Various air currents in the room would have caused some erroneous readings. Actually for the difference in my readings, I was expecting to a slight change in the temperature even though I didn't notice much.
** Pressure change to raise water 6 cm, necessary temperature change in vicinity of 300 K, temperature change required to increase 3 L volume by .7 cm^3: **
I believe it would need . 4% increase or about 405 N/m^2.
Temperature increase of about 1.2 Kelvin.
I think I have gotten completely lost in this question.
** The effect of a 1 degree temperature increase on the water column in a vertical tube, in a horizontal tube, and the slope required to halve the preceding result: **
The change would be approx 3 cm.
I'm just as lost on this as the previous question.

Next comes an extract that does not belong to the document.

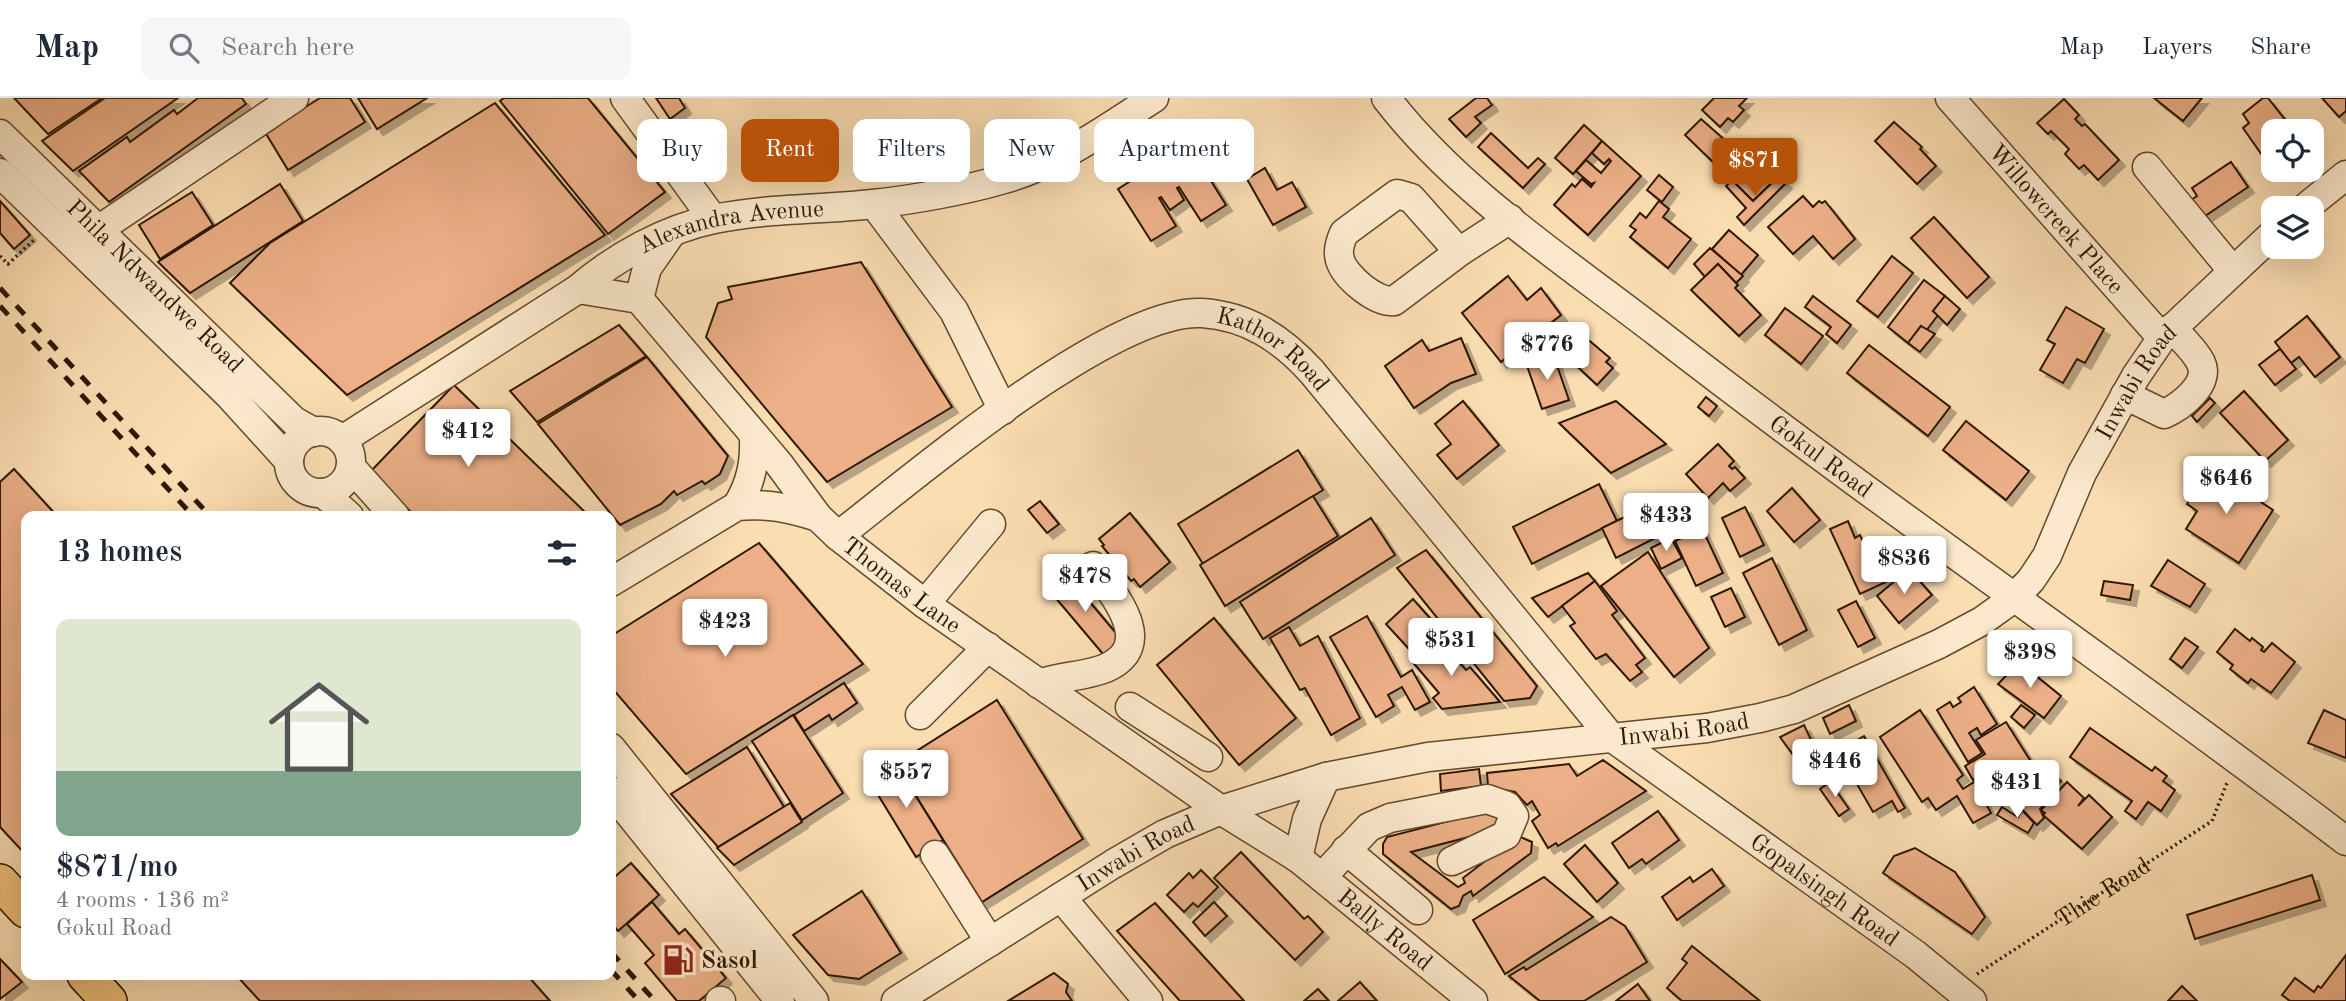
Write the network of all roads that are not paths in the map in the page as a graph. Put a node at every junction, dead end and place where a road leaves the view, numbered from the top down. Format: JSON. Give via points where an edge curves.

** Optional additional comments and/or questions: **
four and 1/2 hours
** **
I have missed something on the rise in pressure will lift the water a certain amount in a column. At work I guesstimate that 1 foot above the floor level is approx. 1/2 psi for working with how much pumps need to pump. Earlier in the lab it was mentioned that 1 Kelvin increase in temperature would result in approx 3 cm rise in the vertical tube of water. Where can I find the info to support this? I think its in the book somewhere. If you could point me in the direction a little bit I would appreciate it.
You're obviously familiar with this sort of stuff and won't have any trouble with the explanations in the link below. No need for a revision unless you have additional questions on the details.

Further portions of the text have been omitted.